In order to feel great and at our best, it is essential that we lead a lifestyle that is fit for both the body and the mind.
Whether it’s the food you eat, the regular workout routines you do or the time you take to focus on the mind, there are plenty of ways to boost your mood while improving your overall health and wellbeing at the same time.
In this article, we’ll introduce the concept of how the types of food you eat can play a significant role in feeling physically and mentally on top of your game!
Brain food and where to begin
We’re all guilty of the odd snack here and there, and in moderation having the occasional treat is perfectly fine. However, overconsumption of processed foods and refined sugars has been shown to impair brain function and worsen mood disorders such as depression.
Our brains require nourishment from vitamins, minerals and antioxidants to reduce oxidative stress and inflammation, hence what you eat directly impacts how you feel.
So, in a nut-shell consuming a balance of fruits, vegetables, wholegrains, proteins and good fats is the key to nourishing our bodies with the macro and micro nutrients we need to function at our peak, both for our physical and mental health.
Here is a list of 5 foods that can help you feeling great both physically and mentally:
1. Fatty fish
Omega-3 fatty acids are a group of essential fats your body needs but cannot produce on their own.
Fatty fish like salmon and tuna are rich in two types of omega-3s (DHA & EPA) that contain anti-inflammatory properties. Additionally, these essential fats are linked to promoting a healthier state of mind by contributing fluidity to your brain’s cell membrane and assisting with brain development and cell signaling.
2. Dark chocolate
Yes, you read that correctly. Chocolate, often considered a no-no from a healthy eating perspective, does have some good mind benefiting properties.
Chocolate is high in health-promoting flavonoids, which have been shown to increase blood flow to your brain, reduce inflammation, and boost brain health, all of which may support mood regulation.

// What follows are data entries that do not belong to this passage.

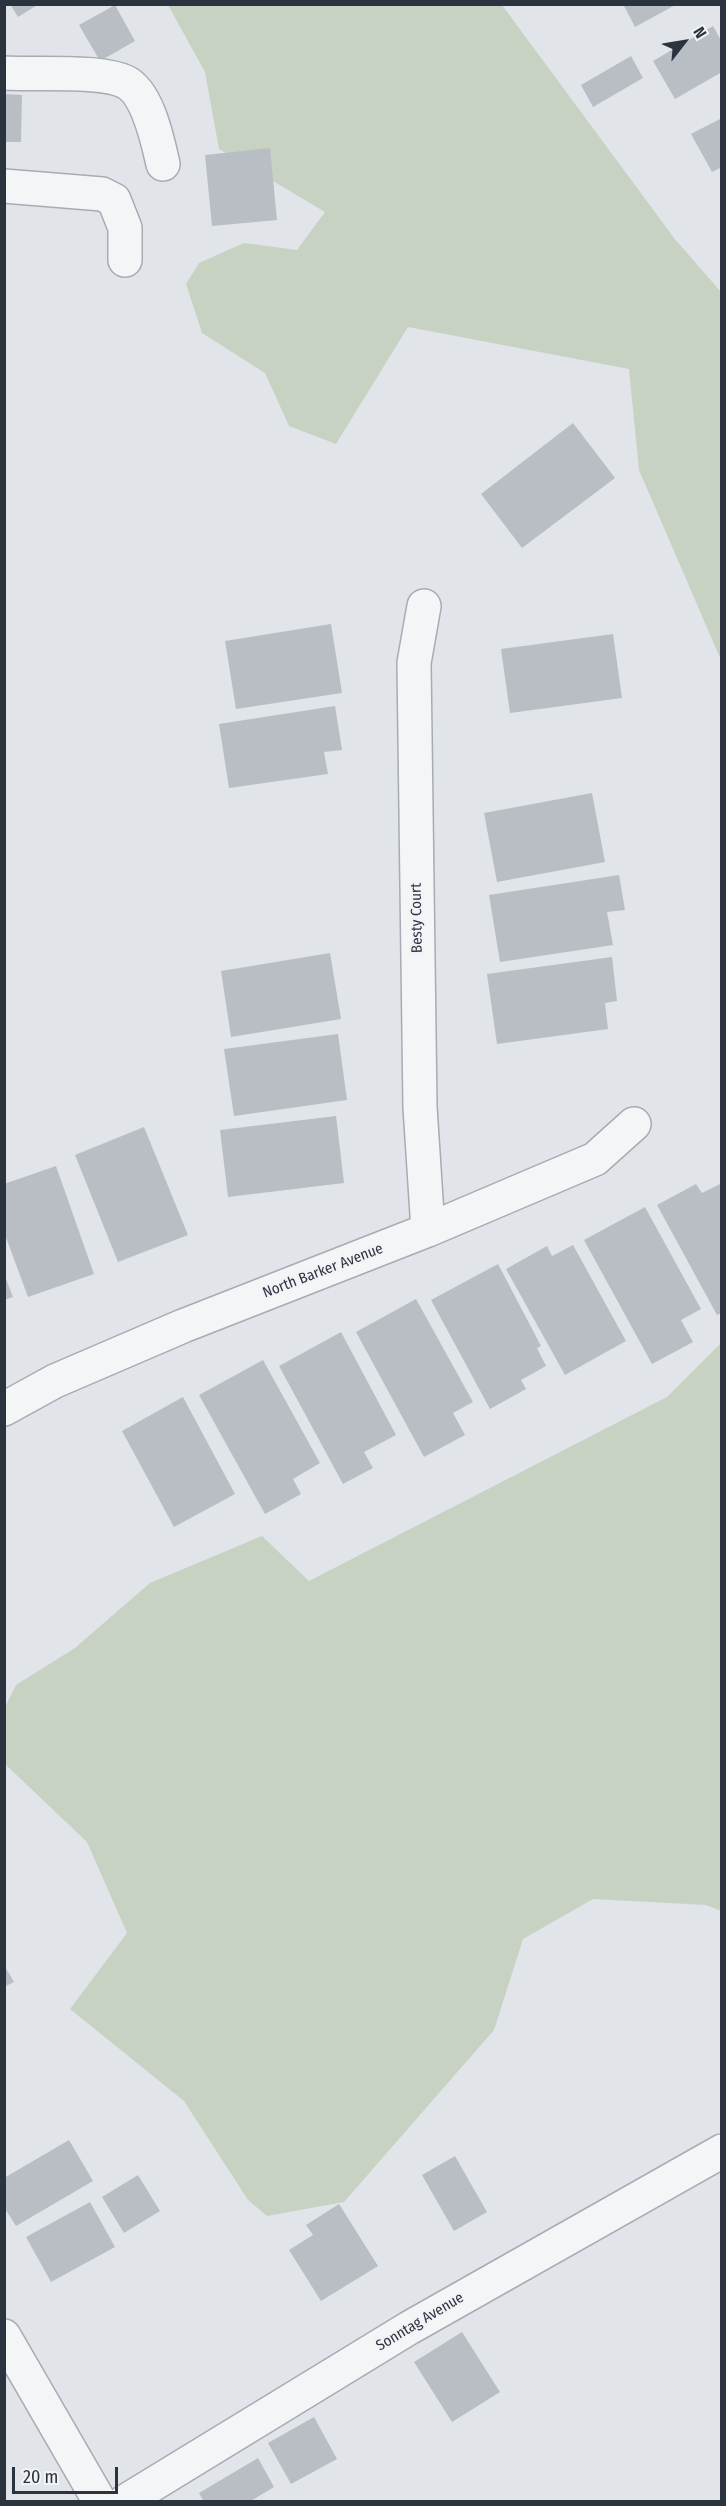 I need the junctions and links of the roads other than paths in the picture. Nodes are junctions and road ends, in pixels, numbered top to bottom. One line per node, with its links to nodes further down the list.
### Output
1 (4, 73): 2 (street)
2 (163, 164)
3 (4, 186): 4 (street)
4 (125, 260)
5 (424, 606): 7 (street, Besty Court)
6 (634, 1124): 7 (street, North Barker Avenue)
7 (428, 1230): 8 (street, North Barker Avenue)
8 (4, 1409)
9 (722, 2151): 12 (street, Sonntag Avenue)
10 (4, 2336): 11 (street)
11 (100, 2502)
12 (124, 2502) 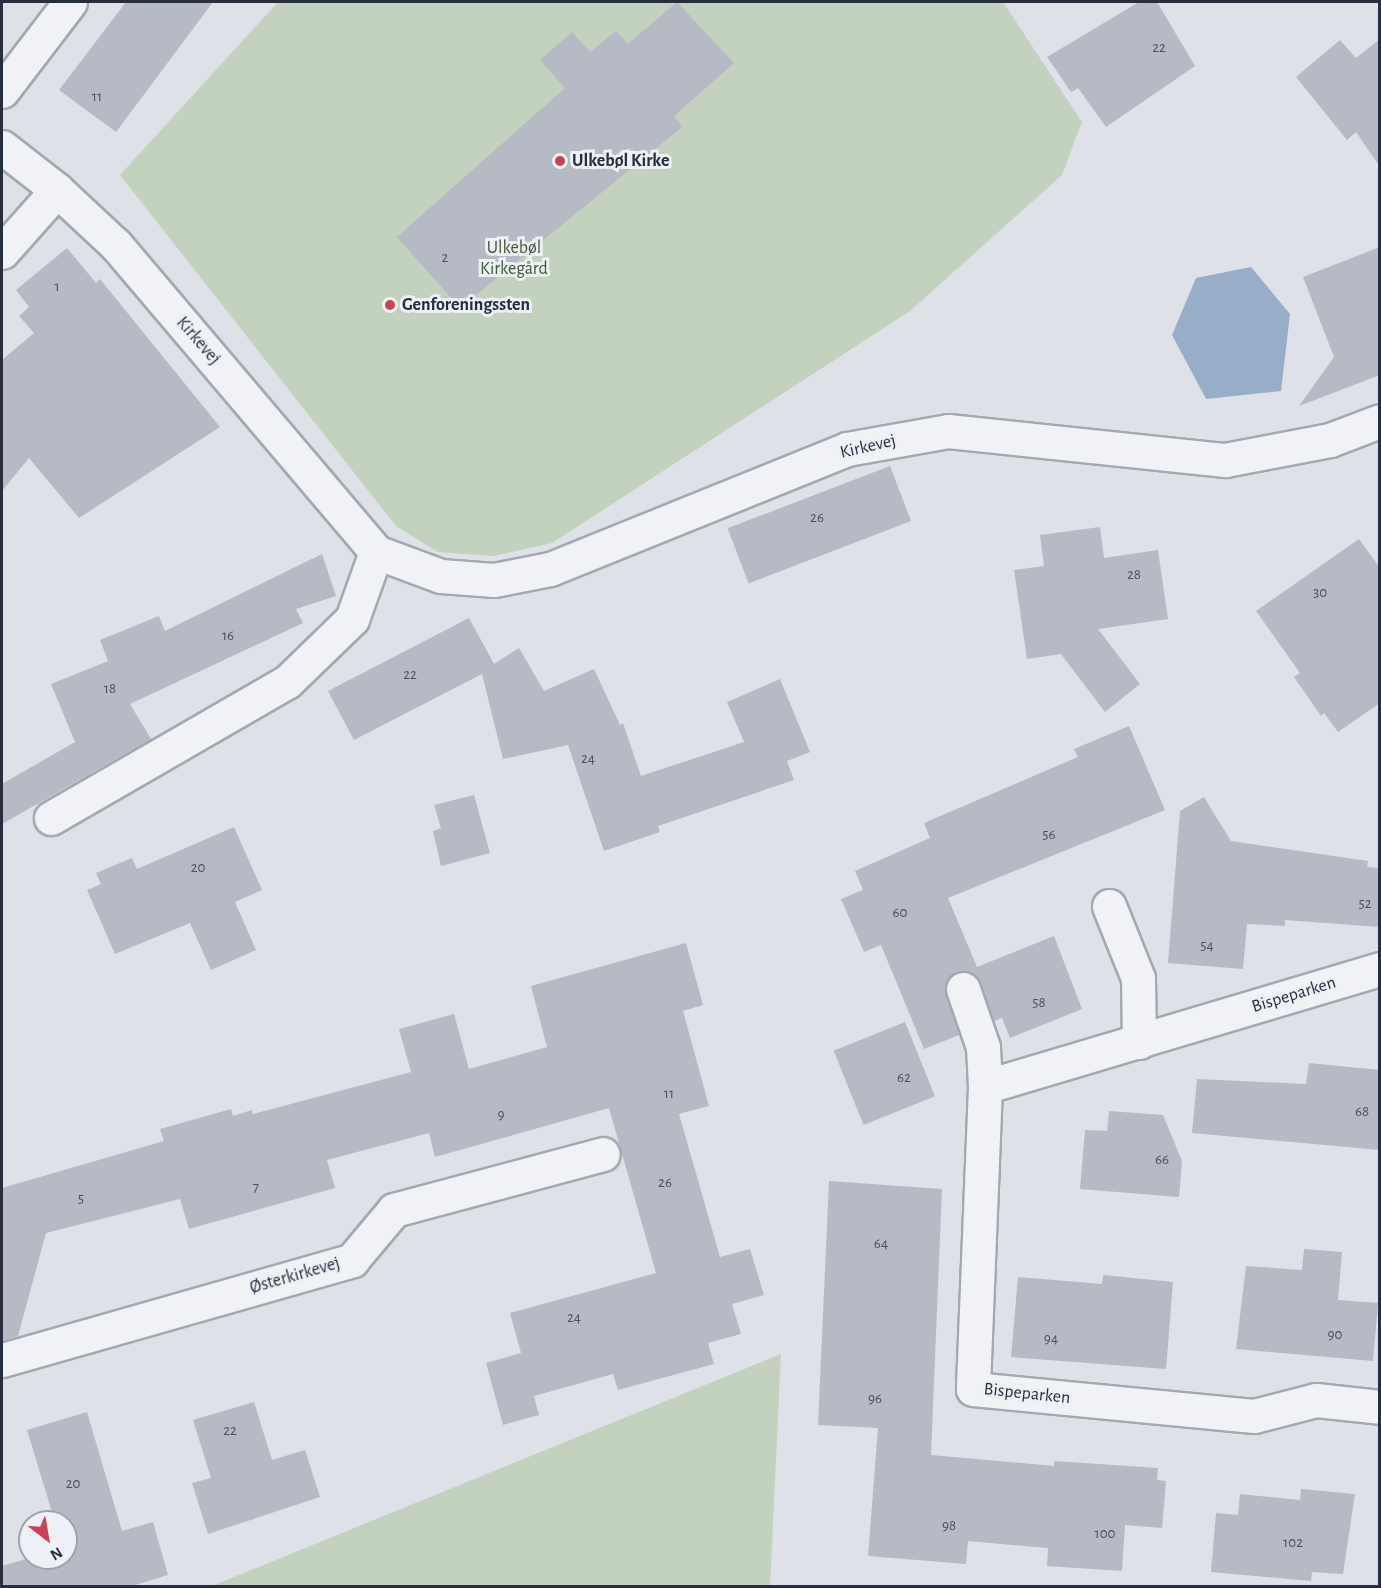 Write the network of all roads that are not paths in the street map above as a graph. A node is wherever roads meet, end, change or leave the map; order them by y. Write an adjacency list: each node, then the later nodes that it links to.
1 (70, 2): 2 (street)
2 (2, 91)
3 (2, 147): 4 (street, Kirkevej)
4 (57, 190): 5 (street); 7 (street, Kirkevej)
5 (2, 252)
6 (1380, 421): 7 (street, Kirkevej)
7 (376, 552): 8 (street)
8 (51, 818)
9 (1109, 906): 12 (street)
10 (1380, 969): 12 (street, Bispeparken)
11 (963, 989): 13 (street, Bispeparken)
12 (1139, 1042): 13 (street, Bispeparken)
13 (985, 1087): 16 (street, Bispeparken)
14 (603, 1154): 15 (street, Østerkirkevej)
15 (2, 1360)
16 (1380, 1407) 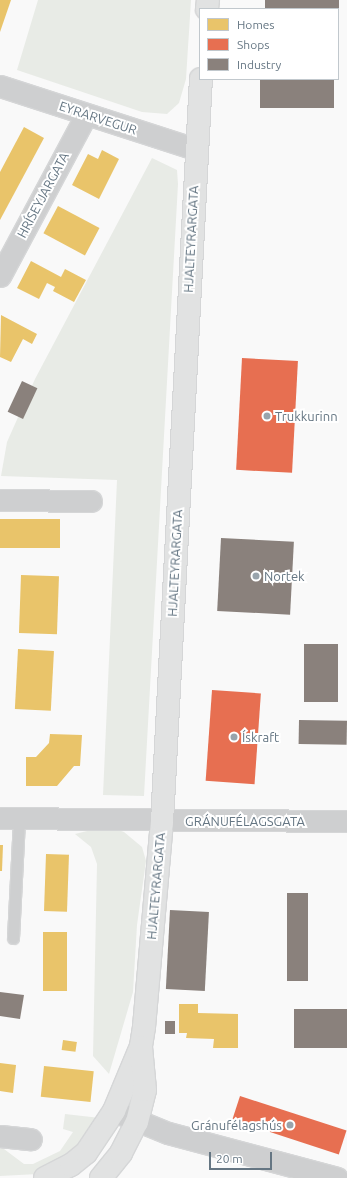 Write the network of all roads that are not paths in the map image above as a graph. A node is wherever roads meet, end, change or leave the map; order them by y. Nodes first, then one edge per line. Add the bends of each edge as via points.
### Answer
1 (201, 80) edge
2 (0, 86) edge
3 (86, 114) junction
4 (195, 149) junction
5 (0, 276) edge
6 (0, 500) edge
7 (91, 501) dead end
8 (10, 818) edge
9 (347, 821) edge
10 (162, 822) junction
11 (13, 938) dead end
12 (141, 1046) junction
13 (114, 1111) junction
14 (137, 1122) junction
15 (0, 1136) edge
16 (31, 1139) dead end
17 (45, 1178) edge
18 (101, 1178) edge
19 (337, 1178) edge

1 - 4 main road, HJALTEYRARGATA
2 - 3 street, EYRARVEGUR
3 - 4 street, EYRARVEGUR
3 - 5 street, HRÍSEYJARGATA
4 - 10 main road, HJALTEYRARGATA
6 - 7 street
8 - 10 street, GRÁNUFÉLAGSGATA
8 - 11 lane
9 - 10 street, GRÁNUFÉLAGSGATA
10 - 12 main road, HJALTEYRARGATA
12 - 13 main road, HJALTEYRARGATA
12 - 14 main road, HJALTEYRARGATA via 145,1090
13 - 14 street
13 - 17 main road, HJALTEYRARGATA via 86,1153 71,1165
14 - 18 main road, HJALTEYRARGATA via 121,1153
14 - 19 street
15 - 16 street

But before you rush out to get your chocolate fix, remember that milk chocolate contains added ingredients like sugar and fat, so it’s best to opt for dark chocolate – which is higher in flavonoids and lower in added sugar. Stick to 1–2 small squares (of 70% or more cocoa solids) at a time since it’s a high calorie food.
3. Fermented foods
Fermented foods, including the likes of yoghurt, kimchi, kombucha and sauerkraut can assist in improving overall gut health and your mood.
The fermentation process allows good bacteria to thrive in food and create probiotics.
Probiotics are best known for their role in digestive health, but emerging research suggests that bacteria in the gut sends and receives signals to the brain too!
These live microorganisms support the growth of healthy bacteria in your gut and may increase serotonin levels which the brain uses to regulate anxiety, promote happiness, and improve mood.
4. Nuts and seeds
Nuts and seeds are high in plant-based proteins, healthy fats, and fiber.
Almonds, cashews, walnuts and sunflower seeds are packed with amino acids that are responsible for producing mood-boosting serotonin and make for a great snack.
Additionally, certain nuts and seeds such as Brazil nuts and pine nuts are great sources of zinc and selenium – where some studies have shown that deficiency in these minerals have been associated with higher rates of depression.
5. Leafy greens
For a lot of us, from a very young age we’ve been drilled on “eating your greens” and for good reason. On top of the physical benefits that vegetables provide, there are some compelling reasons from a mental perspective as well.
Leafy vegetables such as spinach, broccoli and kale contain the B vitamin, folate. Folate assists in the metabolism of serotonin, dopamine, and noradrenaline, all important brain chemicals that help regulate our mood.
Folate is also plentiful in beans and lentils, with a cup of cooked lentils providing 90 percent of the recommended daily allowance.